Each record is to be reproduced verbatim.
────────
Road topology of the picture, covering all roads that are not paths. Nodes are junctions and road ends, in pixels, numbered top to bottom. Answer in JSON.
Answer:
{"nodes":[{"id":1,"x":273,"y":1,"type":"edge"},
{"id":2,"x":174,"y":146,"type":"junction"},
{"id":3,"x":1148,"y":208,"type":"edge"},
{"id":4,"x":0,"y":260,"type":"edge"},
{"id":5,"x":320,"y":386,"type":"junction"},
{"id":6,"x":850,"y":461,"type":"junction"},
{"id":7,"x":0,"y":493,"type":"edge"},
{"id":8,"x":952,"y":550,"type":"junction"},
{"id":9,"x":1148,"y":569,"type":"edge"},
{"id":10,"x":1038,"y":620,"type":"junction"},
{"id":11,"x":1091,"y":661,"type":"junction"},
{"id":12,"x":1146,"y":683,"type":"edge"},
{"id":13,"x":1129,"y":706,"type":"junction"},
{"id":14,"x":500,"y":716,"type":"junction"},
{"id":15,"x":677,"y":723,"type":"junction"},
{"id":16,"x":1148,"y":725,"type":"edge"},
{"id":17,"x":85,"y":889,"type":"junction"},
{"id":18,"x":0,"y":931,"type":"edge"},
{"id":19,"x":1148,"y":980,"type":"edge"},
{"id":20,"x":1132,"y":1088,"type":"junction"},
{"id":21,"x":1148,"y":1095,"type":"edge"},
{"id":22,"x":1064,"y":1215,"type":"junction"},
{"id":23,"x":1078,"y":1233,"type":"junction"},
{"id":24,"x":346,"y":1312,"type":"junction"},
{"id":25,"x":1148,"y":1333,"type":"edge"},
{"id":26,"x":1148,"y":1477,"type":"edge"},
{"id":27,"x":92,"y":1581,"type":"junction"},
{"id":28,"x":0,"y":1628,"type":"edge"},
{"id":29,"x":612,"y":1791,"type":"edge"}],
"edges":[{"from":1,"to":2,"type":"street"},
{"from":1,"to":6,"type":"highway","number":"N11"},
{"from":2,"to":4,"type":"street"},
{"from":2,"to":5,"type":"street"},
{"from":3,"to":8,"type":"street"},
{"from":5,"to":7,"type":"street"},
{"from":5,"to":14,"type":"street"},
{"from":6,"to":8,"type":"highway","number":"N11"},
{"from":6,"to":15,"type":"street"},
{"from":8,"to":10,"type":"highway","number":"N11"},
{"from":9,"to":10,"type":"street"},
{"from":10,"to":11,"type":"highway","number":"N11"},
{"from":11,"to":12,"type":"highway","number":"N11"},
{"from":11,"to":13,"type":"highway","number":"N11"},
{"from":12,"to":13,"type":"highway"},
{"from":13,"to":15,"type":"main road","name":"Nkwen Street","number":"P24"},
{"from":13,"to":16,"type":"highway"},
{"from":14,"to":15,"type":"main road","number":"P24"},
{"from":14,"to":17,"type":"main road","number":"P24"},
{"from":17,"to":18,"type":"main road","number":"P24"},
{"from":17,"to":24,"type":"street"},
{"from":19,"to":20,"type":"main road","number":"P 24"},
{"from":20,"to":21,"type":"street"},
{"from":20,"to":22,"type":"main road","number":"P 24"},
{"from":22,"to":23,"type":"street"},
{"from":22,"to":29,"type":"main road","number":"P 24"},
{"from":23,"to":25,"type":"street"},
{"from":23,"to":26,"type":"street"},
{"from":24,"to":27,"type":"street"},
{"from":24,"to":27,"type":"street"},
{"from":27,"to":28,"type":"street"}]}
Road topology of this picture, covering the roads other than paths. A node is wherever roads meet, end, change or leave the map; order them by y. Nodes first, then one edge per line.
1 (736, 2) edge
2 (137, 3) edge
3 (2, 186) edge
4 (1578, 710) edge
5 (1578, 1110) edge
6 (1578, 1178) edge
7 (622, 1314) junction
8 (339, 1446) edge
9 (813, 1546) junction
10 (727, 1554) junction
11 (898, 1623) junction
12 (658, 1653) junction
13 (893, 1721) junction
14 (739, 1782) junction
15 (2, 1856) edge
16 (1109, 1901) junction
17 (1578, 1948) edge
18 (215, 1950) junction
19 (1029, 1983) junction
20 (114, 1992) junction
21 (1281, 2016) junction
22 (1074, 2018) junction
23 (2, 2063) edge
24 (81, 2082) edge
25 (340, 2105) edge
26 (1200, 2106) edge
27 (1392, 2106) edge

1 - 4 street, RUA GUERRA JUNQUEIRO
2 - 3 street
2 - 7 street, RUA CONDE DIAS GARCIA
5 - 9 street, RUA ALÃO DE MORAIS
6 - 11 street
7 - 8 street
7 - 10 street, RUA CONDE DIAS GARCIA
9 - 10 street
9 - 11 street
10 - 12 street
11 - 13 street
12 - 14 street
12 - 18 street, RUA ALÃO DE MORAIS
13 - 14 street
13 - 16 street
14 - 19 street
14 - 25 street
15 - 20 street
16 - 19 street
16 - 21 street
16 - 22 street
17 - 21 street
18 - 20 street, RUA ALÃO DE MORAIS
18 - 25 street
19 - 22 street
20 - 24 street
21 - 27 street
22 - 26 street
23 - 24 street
────────
▸ **SOLVED EXERCISE**
Road topology of the picture, covering all roads that are not paths. Nodes are junctions and road ends, in pixels, numbered top to bottom. Answer in JSON.
Answer:
{"nodes":[{"id":1,"x":273,"y":1,"type":"edge"},
{"id":2,"x":174,"y":146,"type":"junction"},
{"id":3,"x":1148,"y":208,"type":"edge"},
{"id":4,"x":0,"y":260,"type":"edge"},
{"id":5,"x":320,"y":386,"type":"junction"},
{"id":6,"x":850,"y":461,"type":"junction"},
{"id":7,"x":0,"y":493,"type":"edge"},
{"id":8,"x":952,"y":550,"type":"junction"},
{"id":9,"x":1148,"y":569,"type":"edge"},
{"id":10,"x":1038,"y":620,"type":"junction"},
{"id":11,"x":1091,"y":661,"type":"junction"},
{"id":12,"x":1146,"y":683,"type":"edge"},
{"id":13,"x":1129,"y":706,"type":"junction"},
{"id":14,"x":500,"y":716,"type":"junction"},
{"id":15,"x":677,"y":723,"type":"junction"},
{"id":16,"x":1148,"y":725,"type":"edge"},
{"id":17,"x":85,"y":889,"type":"junction"},
{"id":18,"x":0,"y":931,"type":"edge"},
{"id":19,"x":1148,"y":980,"type":"edge"},
{"id":20,"x":1132,"y":1088,"type":"junction"},
{"id":21,"x":1148,"y":1095,"type":"edge"},
{"id":22,"x":1064,"y":1215,"type":"junction"},
{"id":23,"x":1078,"y":1233,"type":"junction"},
{"id":24,"x":346,"y":1312,"type":"junction"},
{"id":25,"x":1148,"y":1333,"type":"edge"},
{"id":26,"x":1148,"y":1477,"type":"edge"},
{"id":27,"x":92,"y":1581,"type":"junction"},
{"id":28,"x":0,"y":1628,"type":"edge"},
{"id":29,"x":612,"y":1791,"type":"edge"}],
"edges":[{"from":1,"to":2,"type":"street"},
{"from":1,"to":6,"type":"highway","number":"N11"},
{"from":2,"to":4,"type":"street"},
{"from":2,"to":5,"type":"street"},
{"from":3,"to":8,"type":"street"},
{"from":5,"to":7,"type":"street"},
{"from":5,"to":14,"type":"street"},
{"from":6,"to":8,"type":"highway","number":"N11"},
{"from":6,"to":15,"type":"street"},
{"from":8,"to":10,"type":"highway","number":"N11"},
{"from":9,"to":10,"type":"street"},
{"from":10,"to":11,"type":"highway","number":"N11"},
{"from":11,"to":12,"type":"highway","number":"N11"},
{"from":11,"to":13,"type":"highway","number":"N11"},
{"from":12,"to":13,"type":"highway"},
{"from":13,"to":15,"type":"main road","name":"Nkwen Street","number":"P24"},
{"from":13,"to":16,"type":"highway"},
{"from":14,"to":15,"type":"main road","number":"P24"},
{"from":14,"to":17,"type":"main road","number":"P24"},
{"from":17,"to":18,"type":"main road","number":"P24"},
{"from":17,"to":24,"type":"street"},
{"from":19,"to":20,"type":"main road","number":"P 24"},
{"from":20,"to":21,"type":"street"},
{"from":20,"to":22,"type":"main road","number":"P 24"},
{"from":22,"to":23,"type":"street"},
{"from":22,"to":29,"type":"main road","number":"P 24"},
{"from":23,"to":25,"type":"street"},
{"from":23,"to":26,"type":"street"},
{"from":24,"to":27,"type":"street"},
{"from":24,"to":27,"type":"street"},
{"from":27,"to":28,"type":"street"}]}
Road topology of this picture, covering the roads other than paths. A node is wherever roads meet, end, change or leave the map; order them by y. Nodes first, then one edge per line.
1 (736, 2) edge
2 (137, 3) edge
3 (2, 186) edge
4 (1578, 710) edge
5 (1578, 1110) edge
6 (1578, 1178) edge
7 (622, 1314) junction
8 (339, 1446) edge
9 (813, 1546) junction
10 (727, 1554) junction
11 (898, 1623) junction
12 (658, 1653) junction
13 (893, 1721) junction
14 (739, 1782) junction
15 (2, 1856) edge
16 (1109, 1901) junction
17 (1578, 1948) edge
18 (215, 1950) junction
19 (1029, 1983) junction
20 (114, 1992) junction
21 (1281, 2016) junction
22 (1074, 2018) junction
23 (2, 2063) edge
24 (81, 2082) edge
25 (340, 2105) edge
26 (1200, 2106) edge
27 (1392, 2106) edge

1 - 4 street, RUA GUERRA JUNQUEIRO
2 - 3 street
2 - 7 street, RUA CONDE DIAS GARCIA
5 - 9 street, RUA ALÃO DE MORAIS
6 - 11 street
7 - 8 street
7 - 10 street, RUA CONDE DIAS GARCIA
9 - 10 street
9 - 11 street
10 - 12 street
11 - 13 street
12 - 14 street
12 - 18 street, RUA ALÃO DE MORAIS
13 - 14 street
13 - 16 street
14 - 19 street
14 - 25 street
15 - 20 street
16 - 19 street
16 - 21 street
16 - 22 street
17 - 21 street
18 - 20 street, RUA ALÃO DE MORAIS
18 - 25 street
19 - 22 street
20 - 24 street
21 - 27 street
22 - 26 street
23 - 24 street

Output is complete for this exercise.